The Reporting Person does not have any current plans or proposals which would relate to or would result in:
· | any extraordinary corporate transaction, such as a merger, reorganization or liquidation, involving the Issuer or any of its subsidiaries; provided, however, that the Reporting Person and the Issuer may seek to identify one or more operating companies for an acquisition in which the Issuer would be the surviving company; |
· | a sale or transfer of a material amount of the assets of the Issuer or any of its subsidiaries; |
· | any change in the present board of directors or management of the Issuer, including any plans or proposals to change the number or term of directors or to fill any existing vacancies on the board; other than the election of Kevin B. Halter, Jr. to become the sole director approximately ten days after closing; |
· | any material change in the present capitalization or dividend policy of the Issuer; |
· | any other material change in the Issuer’s business or corporate structure including, but not limited to, if the Issuer is a registered closed-end investment company, any plans or proposals to make any changes in its investment policy for which a vote is required by Section 13 of the Investment Company Act of 1940; |
· | changes in the Issuer’s charter, bylaws or instruments corresponding thereto or other actions which may impede acquisition of control of the Issuer by any person; |
· | causing a class of securities of the Issuer to be delisted from a national securities exchange or to cease to be authorized to be quoted in an inter-dealer quotation system of a registered national securities association; |
· | a class of equity securities of the Issuer becoming eligible for termination of registration pursuant to Section 12(g)(4) of the Act; or |
· | any action similar to any of those enumerated above. |
The Reporting Person reserves the right to determine in the future to change the purpose or purposes described above.

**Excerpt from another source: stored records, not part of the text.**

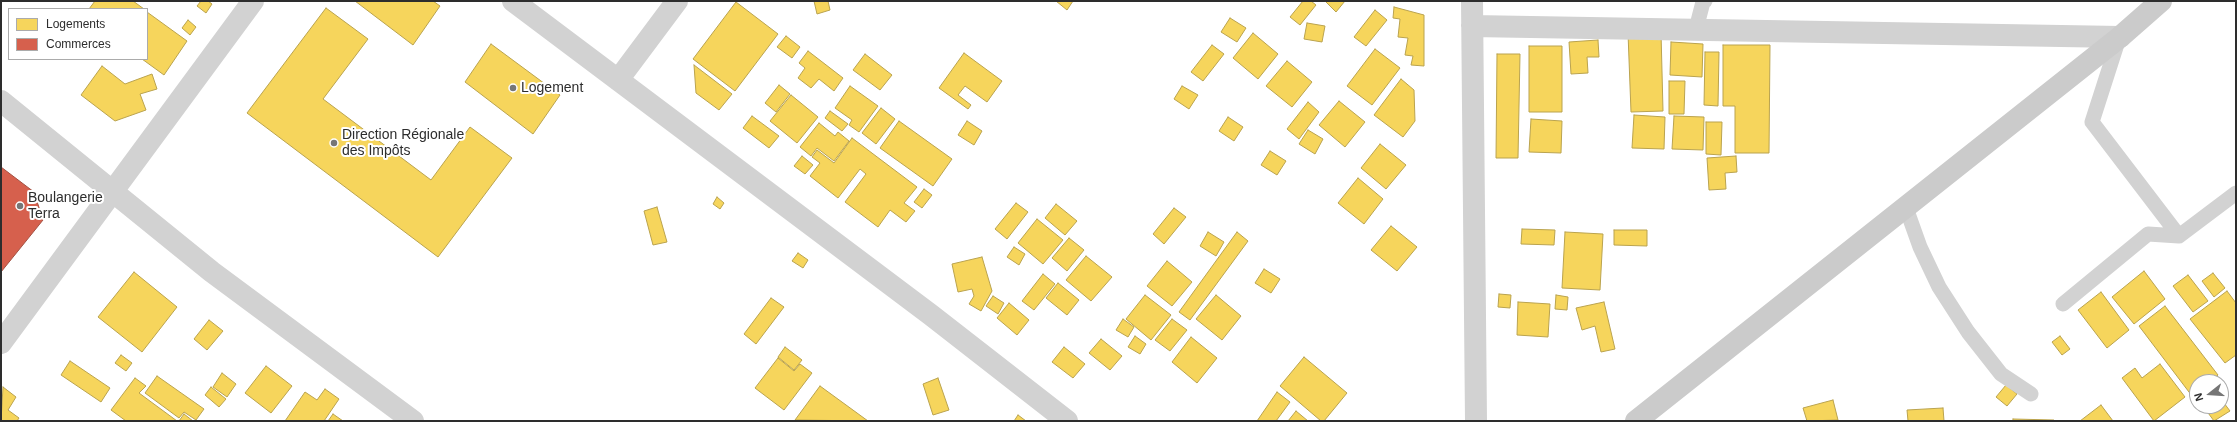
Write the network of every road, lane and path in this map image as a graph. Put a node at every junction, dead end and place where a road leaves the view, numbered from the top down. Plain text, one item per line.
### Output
1 (253, 1) edge
2 (513, 1) edge
3 (677, 1) edge
4 (1472, 1) edge
5 (1705, 1) edge
6 (2161, 1) edge
7 (1472, 26) junction
8 (1696, 28) junction
9 (2120, 37) junction
10 (618, 80) junction
11 (1, 101) edge
12 (112, 191) junction
13 (2236, 193) edge
14 (1905, 205) junction
15 (2179, 236) junction
16 (2063, 304) dead end
17 (1, 343) edge
18 (2031, 394) dead end
19 (413, 421) edge
20 (1067, 421) edge
21 (1476, 421) edge
22 (1636, 421) edge

1 - 12 street
2 - 10 street
3 - 10 street
4 - 7 street
5 - 8 lane
6 - 9 street
7 - 8 street
7 - 21 street
8 - 9 street
9 - 14 street
9 - 15 lane
10 - 20 street
11 - 12 street
12 - 17 street
12 - 19 street
13 - 15 lane
14 - 18 lane
14 - 22 street
15 - 16 lane

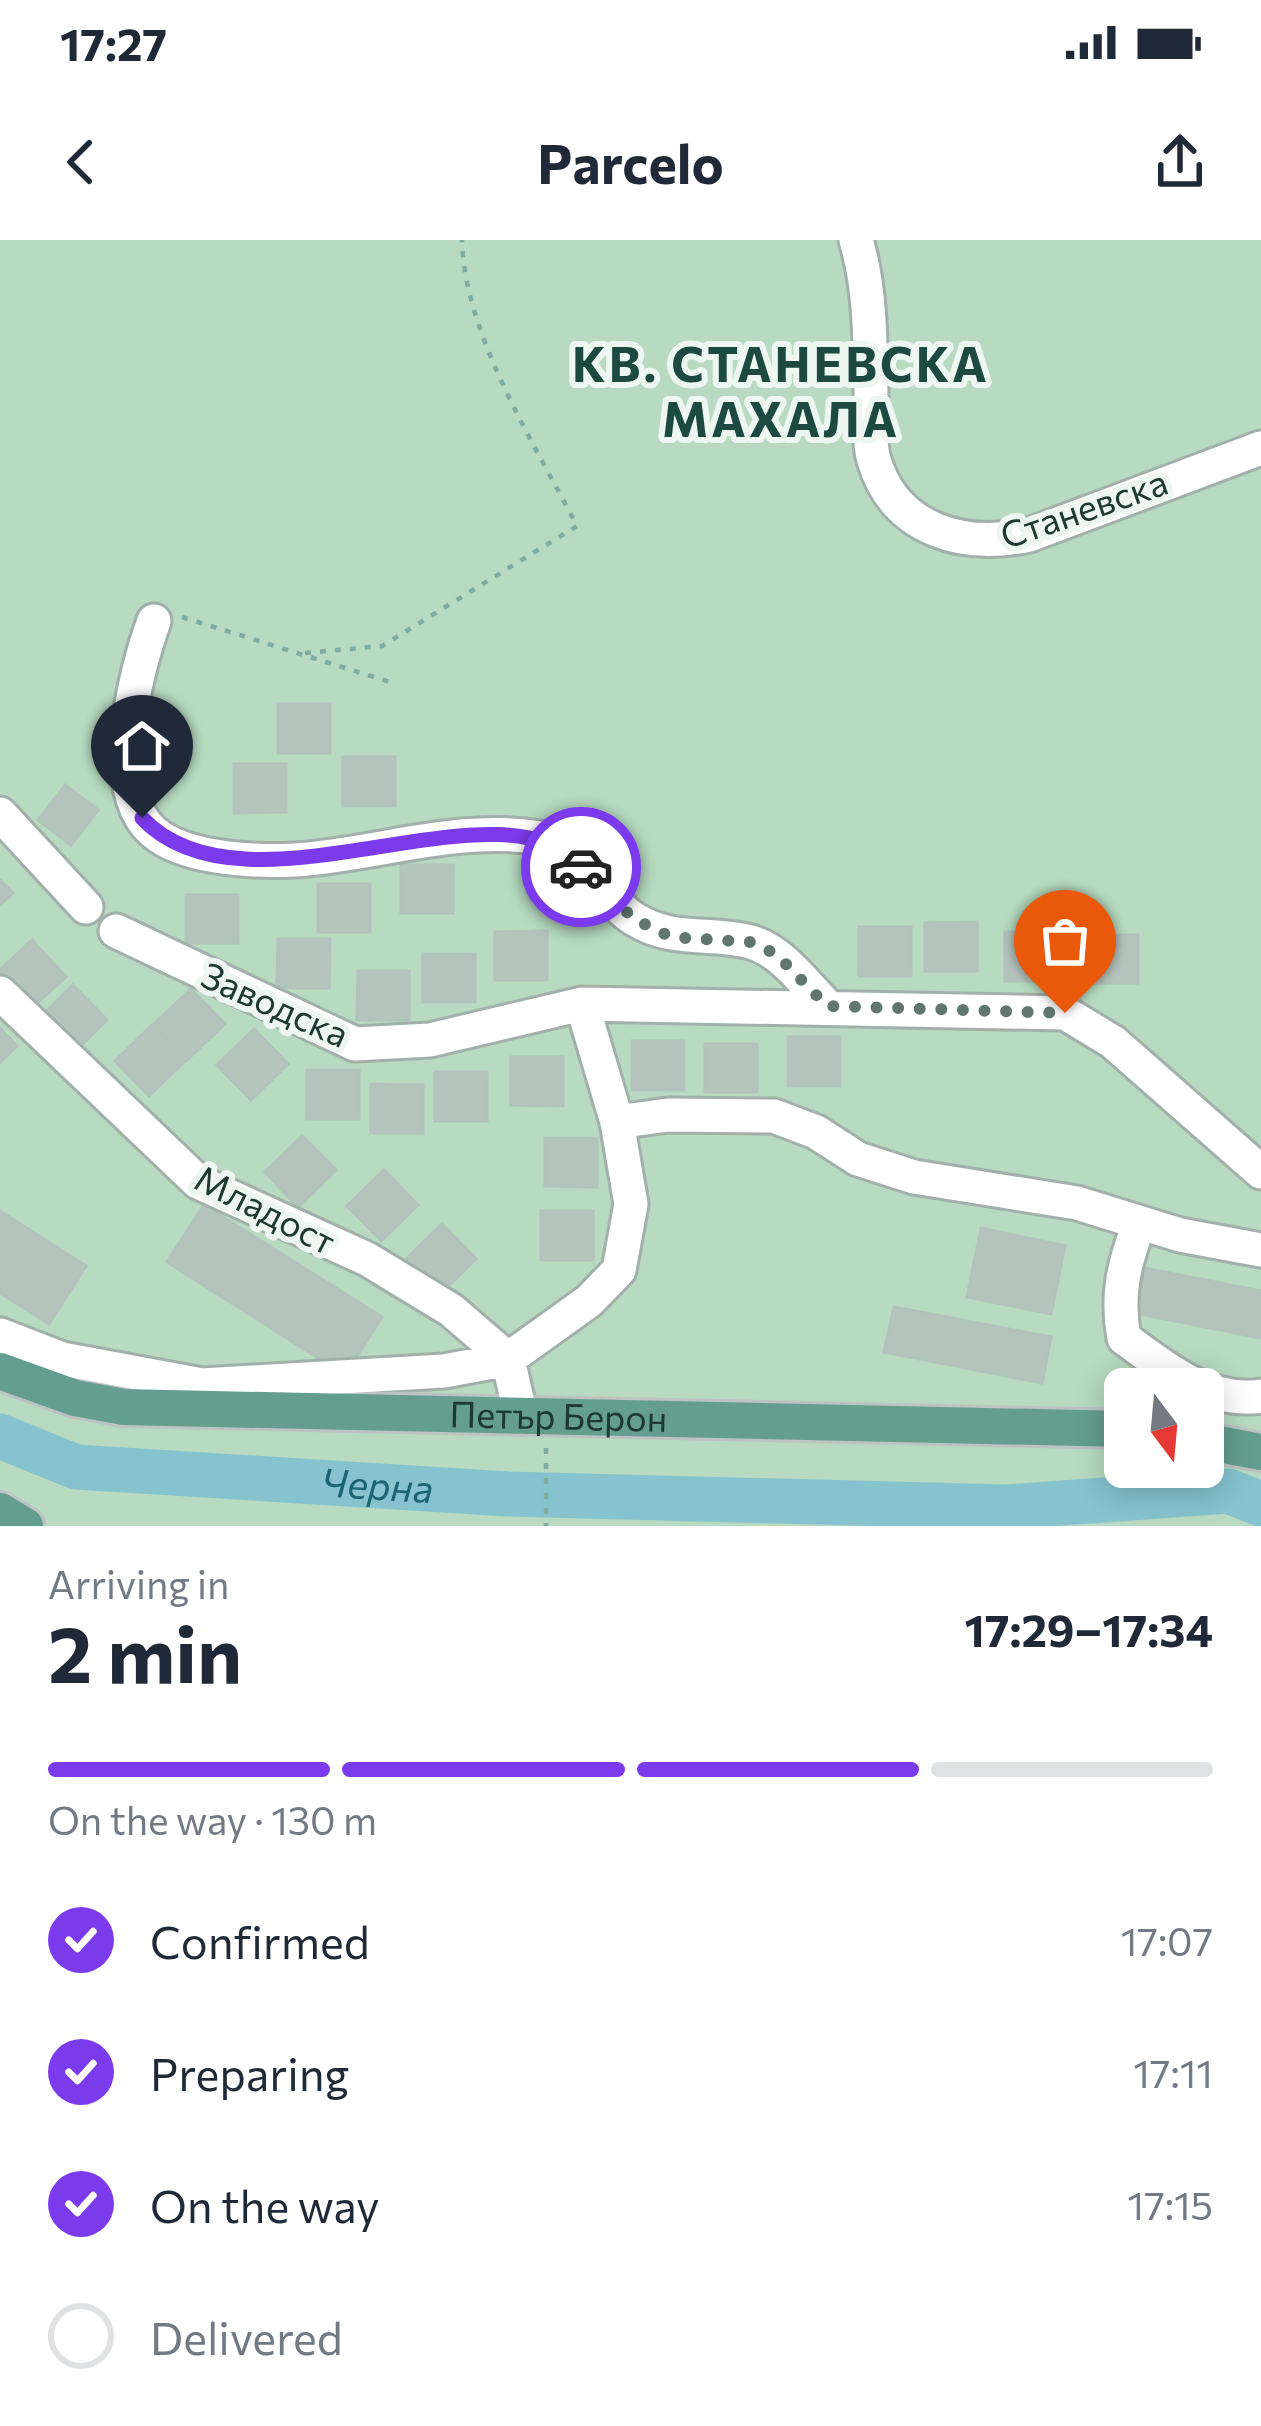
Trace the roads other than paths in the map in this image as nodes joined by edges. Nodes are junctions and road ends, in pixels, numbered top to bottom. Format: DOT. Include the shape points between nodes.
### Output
graph roads {
  1 [pos="856,240"];
  2 [pos="1261,448"];
  3 [pos="154,621"];
  4 [pos="0,814"];
  5 [pos="86,908"];
  6 [pos="116,931"];
  7 [pos="0,993"];
  8 [pos="582,1004"];
  9 [pos="827,1006"];
  10 [pos="617,1122"];
  11 [pos="1261,1172"];
  12 [pos="1138,1224"];
  13 [pos="1261,1250"];
  14 [pos="0,1335"];
  15 [pos="508,1359"];
  16 [pos="0,1371"];
  17 [pos="1261,1396"];
  18 [pos="521,1417"];
  19 [pos="1104,1429"];
  20 [pos="1224,1445"];
  21 [pos="1261,1451"];
  22 [pos="0,1511"];
  23 [pos="25,1526"];
  1 -- 2 [label="street, Станевска" via="870,325 873,457 886,488 916,522 990,543 1029,535"];
  3 -- 9 [label="street" via="126,752 142,818 160,837 198,851 294,860 460,837 544,838 568,851 634,919 671,937 750,942 776,954"];
  4 -- 5 [label="street"];
  6 -- 8 [label="street, Заводска" via="355,1044 430,1040"];
  7 -- 15 [label="street, Младост" via="198,1182 367,1259 451,1310"];
  8 -- 9 [label="street, Заводска"];
  8 -- 10 [label="street"];
  9 -- 11 [label="street, Заводска" via="1065,1013 1113,1042"];
  10 -- 12 [label="street" via="774,1116 857,1159 914,1177 1077,1203"];
  10 -- 15 [label="street" via="631,1204 619,1270"];
  12 -- 13 [label="street"];
  12 -- 17 [label="street" via="1122,1271 1124,1338 1191,1384 1236,1400"];
  14 -- 15 [label="street" via="62,1359 202,1385 444,1371"];
  15 -- 18 [label="street"];
  16 -- 18 [label="main road, Петър Берон" via="124,1407"];
  18 -- 19 [label="main road, Петър Берон"];
  20 -- 21 [label="main road"];
  22 -- 23 [label="main road"];
}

ITEM 5. | Interests in Securities of the Issuer. |
| (a) | Aggregate Number and Percentage of Securities. The Reporting Person is the beneficial owner of 1,255,000 shares of Common Stock of the Issuer, representing approximately 83.7% of the class. Such shares are deemed beneficially owned by Kevin B. Halter and Kevin B. Halter, Jr. by virtue of their ownership of Halter Capital Corporation. |
| (b) | Power to Vote and Dispose. The Reporting Person has sole voting and dispositive power over the shares identified in response to Item 5(a) above. |
| (c) | Transactions Within the Past 60 Days. Except as noted herein, the Reporting Person has not effected any other transactions in the Issuer’s securities, including its shares of Common Stock, within sixty (60) days preceding the date hereof. |
| (d) | Certain Rights of Other Persons. Not applicable. |
| (e) | Date Ceased to be a 5% Owner. Not applicable. |
ITEM 6. | Contracts, Arrangements, or Understandings or Relationships with Respect to Securities of the Issuer. |
The Reporting Person does not have any contract, arrangement, understanding or relationship with respect to securities of the Issuer including, but not limited to, transfer or voting of any of the securities, finder’s fees, joint ventures, loan or option arrangements, puts or calls, guarantees of profits, division of profits or loss, or the giving or withholding of proxies. Further, the Reporting Person has not pledged securities of the Issuer nor are the securities of the Issuer held by the Reporting Person subject to a contingency, the occurrence of which would give another person voting power or investment power over such securities.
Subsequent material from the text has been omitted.